Read through the entries below and return each line with the word "true".

TASK MATERIAL =

=== Section Start ===

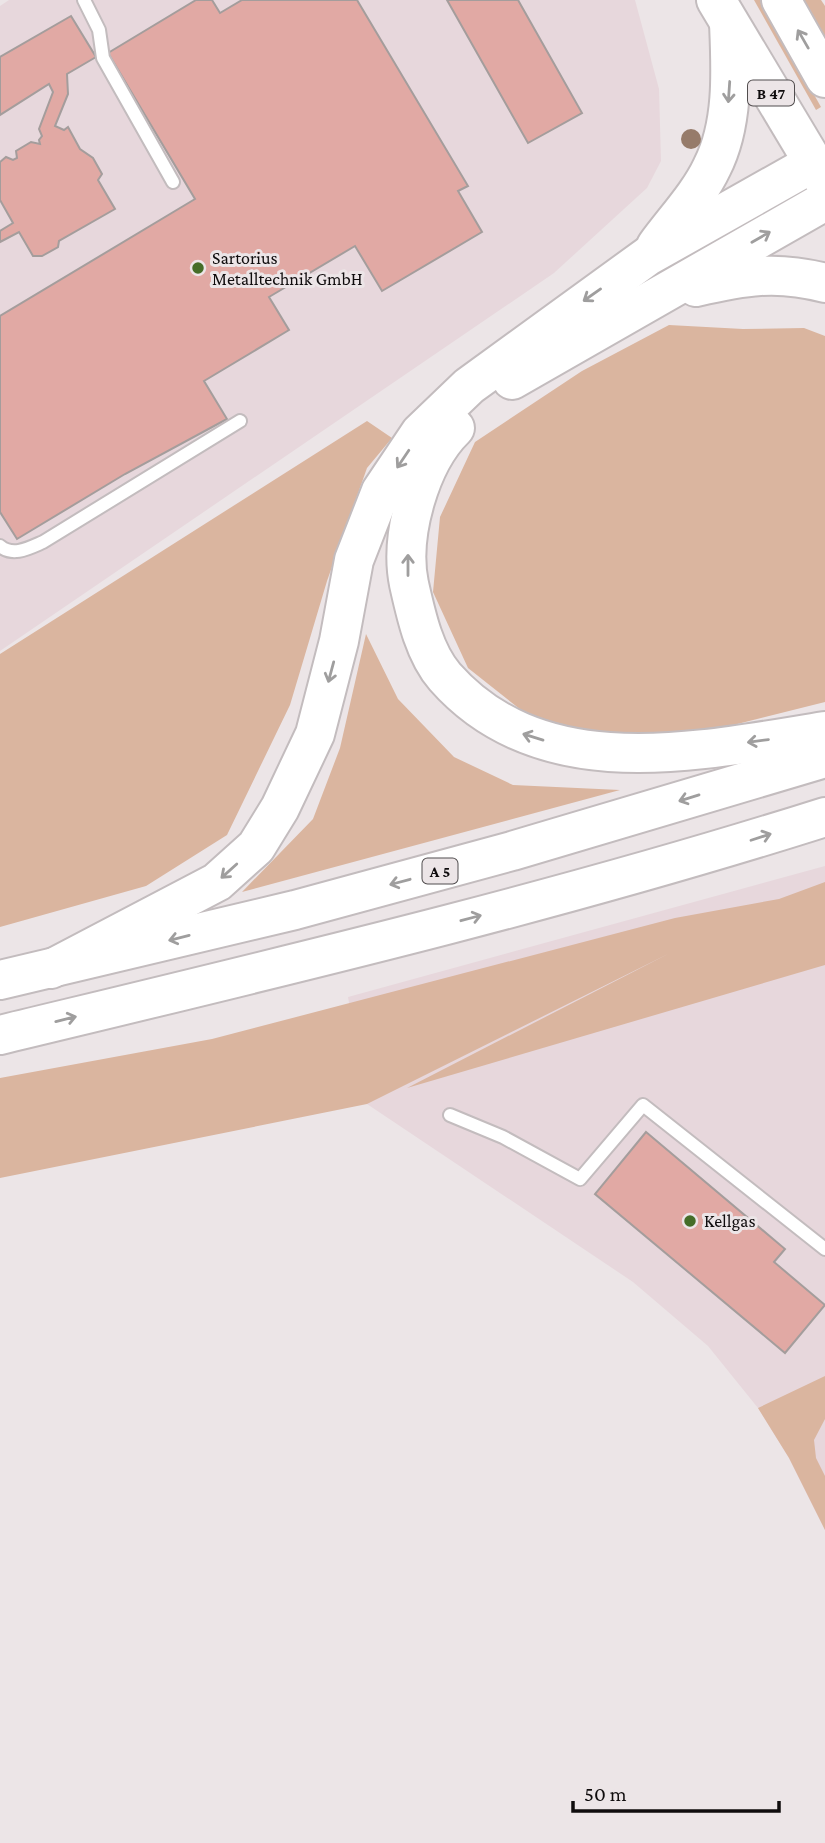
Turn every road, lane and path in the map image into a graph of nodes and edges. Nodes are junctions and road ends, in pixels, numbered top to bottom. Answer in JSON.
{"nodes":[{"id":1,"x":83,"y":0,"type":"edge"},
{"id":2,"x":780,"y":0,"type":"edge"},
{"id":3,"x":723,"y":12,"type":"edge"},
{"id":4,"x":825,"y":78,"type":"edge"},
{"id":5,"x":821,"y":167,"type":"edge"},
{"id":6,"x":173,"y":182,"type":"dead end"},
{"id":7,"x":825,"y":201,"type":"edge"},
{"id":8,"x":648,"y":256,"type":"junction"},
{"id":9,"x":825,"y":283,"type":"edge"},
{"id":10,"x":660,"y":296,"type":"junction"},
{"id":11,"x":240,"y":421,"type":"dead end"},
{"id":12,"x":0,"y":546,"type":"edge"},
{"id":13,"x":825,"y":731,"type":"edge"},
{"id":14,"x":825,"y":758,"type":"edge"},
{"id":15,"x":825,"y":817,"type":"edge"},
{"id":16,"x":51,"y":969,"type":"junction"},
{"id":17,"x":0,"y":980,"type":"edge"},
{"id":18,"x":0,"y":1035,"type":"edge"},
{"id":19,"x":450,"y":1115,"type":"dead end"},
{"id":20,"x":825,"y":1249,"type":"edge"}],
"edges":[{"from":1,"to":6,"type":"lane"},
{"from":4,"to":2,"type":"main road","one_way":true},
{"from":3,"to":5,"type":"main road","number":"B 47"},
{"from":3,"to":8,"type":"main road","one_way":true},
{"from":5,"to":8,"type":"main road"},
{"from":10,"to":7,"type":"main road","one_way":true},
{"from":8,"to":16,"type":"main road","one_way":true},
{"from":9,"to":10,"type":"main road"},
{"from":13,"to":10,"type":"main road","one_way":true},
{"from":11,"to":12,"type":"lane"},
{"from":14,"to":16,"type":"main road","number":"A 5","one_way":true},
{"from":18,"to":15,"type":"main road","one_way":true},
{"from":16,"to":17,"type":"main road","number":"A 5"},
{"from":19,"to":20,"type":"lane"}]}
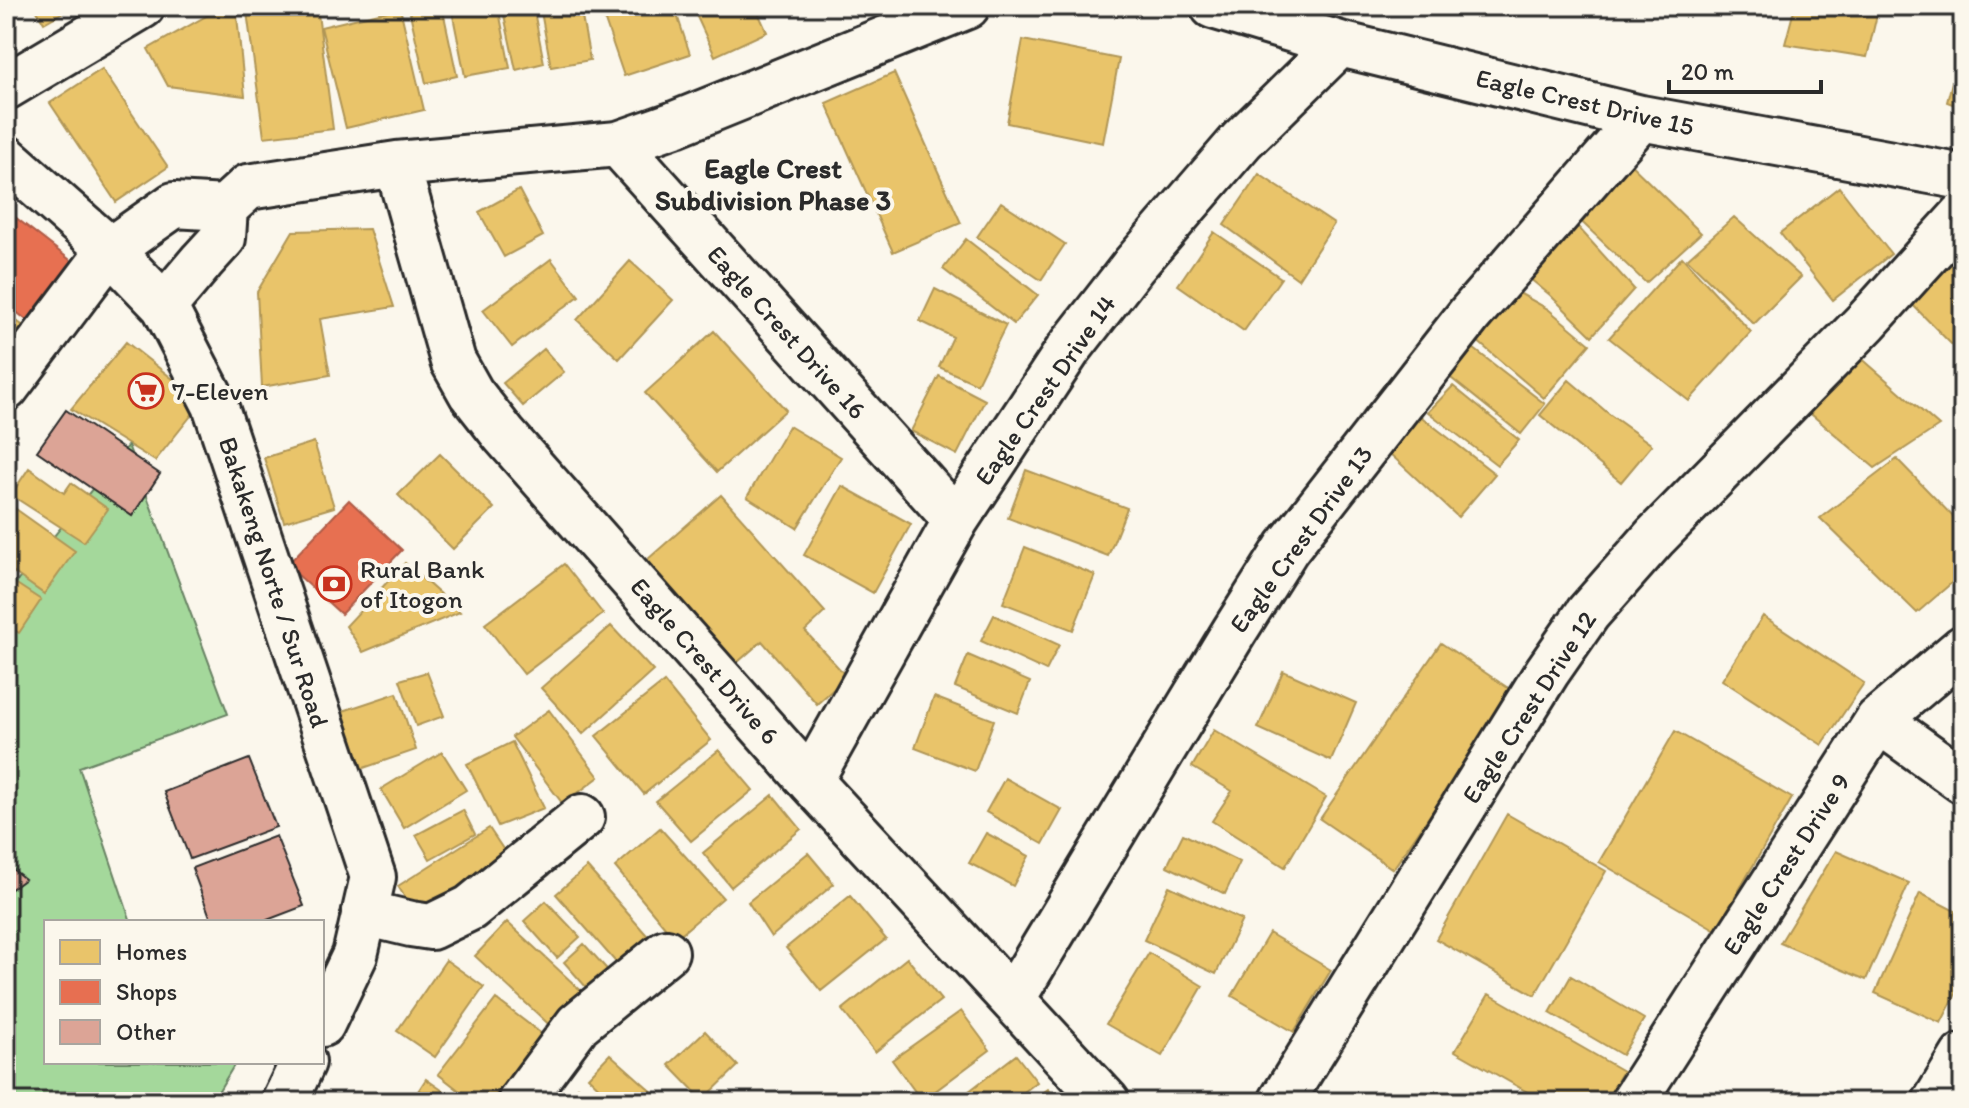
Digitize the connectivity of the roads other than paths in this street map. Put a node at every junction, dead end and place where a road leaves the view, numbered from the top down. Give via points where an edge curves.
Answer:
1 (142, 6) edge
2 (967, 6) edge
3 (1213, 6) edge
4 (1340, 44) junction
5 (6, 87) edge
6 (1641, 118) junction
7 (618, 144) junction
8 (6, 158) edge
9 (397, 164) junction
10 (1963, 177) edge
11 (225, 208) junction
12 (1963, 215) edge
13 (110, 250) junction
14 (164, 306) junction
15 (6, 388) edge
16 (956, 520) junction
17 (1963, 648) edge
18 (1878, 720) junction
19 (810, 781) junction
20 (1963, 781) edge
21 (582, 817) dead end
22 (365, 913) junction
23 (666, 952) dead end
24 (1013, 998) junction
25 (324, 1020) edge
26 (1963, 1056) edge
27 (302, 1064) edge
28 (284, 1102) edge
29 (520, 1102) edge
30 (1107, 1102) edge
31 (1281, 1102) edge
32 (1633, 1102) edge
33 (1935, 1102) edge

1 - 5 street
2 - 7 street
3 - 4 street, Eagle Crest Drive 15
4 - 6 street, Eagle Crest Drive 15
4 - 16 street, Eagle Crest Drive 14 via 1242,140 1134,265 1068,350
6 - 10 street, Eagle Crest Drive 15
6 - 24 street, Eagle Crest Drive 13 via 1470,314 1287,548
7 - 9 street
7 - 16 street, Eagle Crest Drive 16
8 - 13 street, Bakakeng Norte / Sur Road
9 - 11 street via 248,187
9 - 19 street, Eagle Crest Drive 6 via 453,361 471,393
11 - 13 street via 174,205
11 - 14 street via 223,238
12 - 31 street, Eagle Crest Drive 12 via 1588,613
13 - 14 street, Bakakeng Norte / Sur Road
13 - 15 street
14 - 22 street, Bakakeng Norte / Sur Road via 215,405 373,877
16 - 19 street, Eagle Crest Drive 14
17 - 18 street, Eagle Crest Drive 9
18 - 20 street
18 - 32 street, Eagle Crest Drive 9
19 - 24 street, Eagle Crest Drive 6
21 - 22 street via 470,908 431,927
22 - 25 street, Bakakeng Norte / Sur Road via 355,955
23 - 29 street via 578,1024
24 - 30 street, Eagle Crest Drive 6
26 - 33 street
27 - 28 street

=== Section End ===

ANSWER TO THIS PROBLEM =
{"from":4,"to":2,"type":"main road","one_way":true},
{"from":3,"to":8,"type":"main road","one_way":true},
{"from":10,"to":7,"type":"main road","one_way":true},
{"from":8,"to":16,"type":"main road","one_way":true},
{"from":13,"to":10,"type":"main road","one_way":true},
{"from":14,"to":16,"type":"main road","number":"A 5","one_way":true},
{"from":18,"to":15,"type":"main road","one_way":true},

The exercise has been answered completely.